The experimentally verified IAs represent a fraction of the actual number of chicken genes that can be eventually found using our methods. If we extrapolate the proportions of experimentally verified IAs (Figure ) to all the generated IAs in the Venn diagram (Figure ) and using an average distribution of coding exons per gene from other vertebrates (Human, Mouse and Rat), we estimate a range of 14,600 to 17,500 experimentally verifiable chicken genes from our computational predictions. In this paper we only analysed intron assemblies and deliberately left out a number of chicken protein-coding intronless predictions (3,049 from SGP2, 2,727 from TWINSCAN and 1,855 from Ensembl). The triple intersection of these intronless genes contains 148 genes, which are worth investigating and for which techniques different from the ones applied here will be required.
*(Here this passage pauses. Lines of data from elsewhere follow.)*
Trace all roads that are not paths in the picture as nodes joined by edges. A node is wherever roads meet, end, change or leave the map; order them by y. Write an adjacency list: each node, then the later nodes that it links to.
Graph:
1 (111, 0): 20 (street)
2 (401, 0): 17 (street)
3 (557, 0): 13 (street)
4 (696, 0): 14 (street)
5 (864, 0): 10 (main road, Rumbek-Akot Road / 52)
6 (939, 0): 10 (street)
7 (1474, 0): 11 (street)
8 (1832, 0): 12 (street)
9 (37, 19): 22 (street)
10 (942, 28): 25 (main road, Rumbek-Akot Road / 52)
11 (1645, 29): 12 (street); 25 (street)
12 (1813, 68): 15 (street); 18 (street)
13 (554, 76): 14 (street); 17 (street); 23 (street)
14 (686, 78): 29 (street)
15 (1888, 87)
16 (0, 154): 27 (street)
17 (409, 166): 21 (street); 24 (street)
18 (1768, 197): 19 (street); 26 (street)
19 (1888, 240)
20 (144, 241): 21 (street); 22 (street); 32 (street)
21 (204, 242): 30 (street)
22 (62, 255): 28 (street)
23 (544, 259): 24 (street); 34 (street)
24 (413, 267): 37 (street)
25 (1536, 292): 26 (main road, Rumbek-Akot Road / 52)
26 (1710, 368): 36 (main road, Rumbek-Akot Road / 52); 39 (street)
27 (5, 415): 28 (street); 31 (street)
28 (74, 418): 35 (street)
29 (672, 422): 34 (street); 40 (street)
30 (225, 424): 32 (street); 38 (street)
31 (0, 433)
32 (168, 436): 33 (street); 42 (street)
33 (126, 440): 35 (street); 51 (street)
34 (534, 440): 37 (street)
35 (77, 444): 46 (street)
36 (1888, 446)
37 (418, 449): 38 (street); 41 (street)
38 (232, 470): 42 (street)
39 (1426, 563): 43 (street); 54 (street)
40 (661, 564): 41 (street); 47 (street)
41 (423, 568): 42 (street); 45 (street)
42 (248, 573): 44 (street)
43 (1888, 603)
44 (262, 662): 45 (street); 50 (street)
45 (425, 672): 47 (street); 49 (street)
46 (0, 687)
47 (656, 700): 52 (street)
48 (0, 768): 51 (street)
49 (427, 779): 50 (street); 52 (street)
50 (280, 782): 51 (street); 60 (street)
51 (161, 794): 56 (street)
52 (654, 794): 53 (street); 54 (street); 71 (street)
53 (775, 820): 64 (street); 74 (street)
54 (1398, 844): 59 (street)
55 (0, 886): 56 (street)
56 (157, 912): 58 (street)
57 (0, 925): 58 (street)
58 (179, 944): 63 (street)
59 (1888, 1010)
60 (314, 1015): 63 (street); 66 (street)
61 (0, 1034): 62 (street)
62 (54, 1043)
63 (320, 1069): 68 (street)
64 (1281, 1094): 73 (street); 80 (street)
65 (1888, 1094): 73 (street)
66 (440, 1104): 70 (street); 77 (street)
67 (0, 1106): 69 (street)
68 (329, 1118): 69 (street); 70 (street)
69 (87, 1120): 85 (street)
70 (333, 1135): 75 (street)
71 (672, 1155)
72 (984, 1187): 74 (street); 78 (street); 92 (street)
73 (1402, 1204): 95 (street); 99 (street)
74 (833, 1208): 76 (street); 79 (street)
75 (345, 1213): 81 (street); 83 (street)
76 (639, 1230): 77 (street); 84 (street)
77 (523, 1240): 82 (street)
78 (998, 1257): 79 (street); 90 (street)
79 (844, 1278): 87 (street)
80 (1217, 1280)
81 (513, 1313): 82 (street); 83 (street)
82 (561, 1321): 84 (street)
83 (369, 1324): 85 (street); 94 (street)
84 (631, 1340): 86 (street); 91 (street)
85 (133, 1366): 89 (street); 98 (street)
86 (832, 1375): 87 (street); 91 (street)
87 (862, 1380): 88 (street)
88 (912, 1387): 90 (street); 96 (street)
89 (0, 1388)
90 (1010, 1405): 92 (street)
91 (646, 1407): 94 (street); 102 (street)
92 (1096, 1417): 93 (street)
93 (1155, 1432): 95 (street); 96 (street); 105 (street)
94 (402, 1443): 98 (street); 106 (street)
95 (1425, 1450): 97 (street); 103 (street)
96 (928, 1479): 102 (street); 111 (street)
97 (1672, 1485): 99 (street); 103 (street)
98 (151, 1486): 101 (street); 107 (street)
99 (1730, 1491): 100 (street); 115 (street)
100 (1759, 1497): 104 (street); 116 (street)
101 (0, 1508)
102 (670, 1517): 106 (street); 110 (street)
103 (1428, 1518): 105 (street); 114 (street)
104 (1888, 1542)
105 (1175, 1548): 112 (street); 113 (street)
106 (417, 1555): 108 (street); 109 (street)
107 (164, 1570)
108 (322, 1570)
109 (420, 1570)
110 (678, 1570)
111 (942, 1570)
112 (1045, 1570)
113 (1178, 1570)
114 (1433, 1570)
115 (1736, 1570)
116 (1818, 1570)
Considering all 2-way IAs (see Table ), one would need 11,274 RT-PCR reactions to experimentally confirm about 7,232 (64%) genes. This number of experiments compares favourably to large-scale EST projects with the added benefit of having almost no redundancy (only gene fissions and misassemblies will contribute to redundancy). The biggest drawback to EST sequencing is its large redundancy and extensive overlap. The falling cost of primers and the increased flexibility of large-scale molecular biology centers make this approach of computational prediction followed by experimental verification cost effective and scalable [
5,
6]. As RT-PCR primers can be designed with appropriate linker sites such an approach could also provide a physical resource of clonable fragments. We conclude that
de novo comparative gene predictions followed by experimental verification is an effective way to carry out the annotation of a newly sequenced genome for which little gene sequence information is known. In particular, as our results show, performing RT-PCR and sequencing for all the predicted novel genes, starting with those predicted by multiple
de novo methods, should enhance the quality of the annotation in forthcoming eukaryote genome sequencing projects.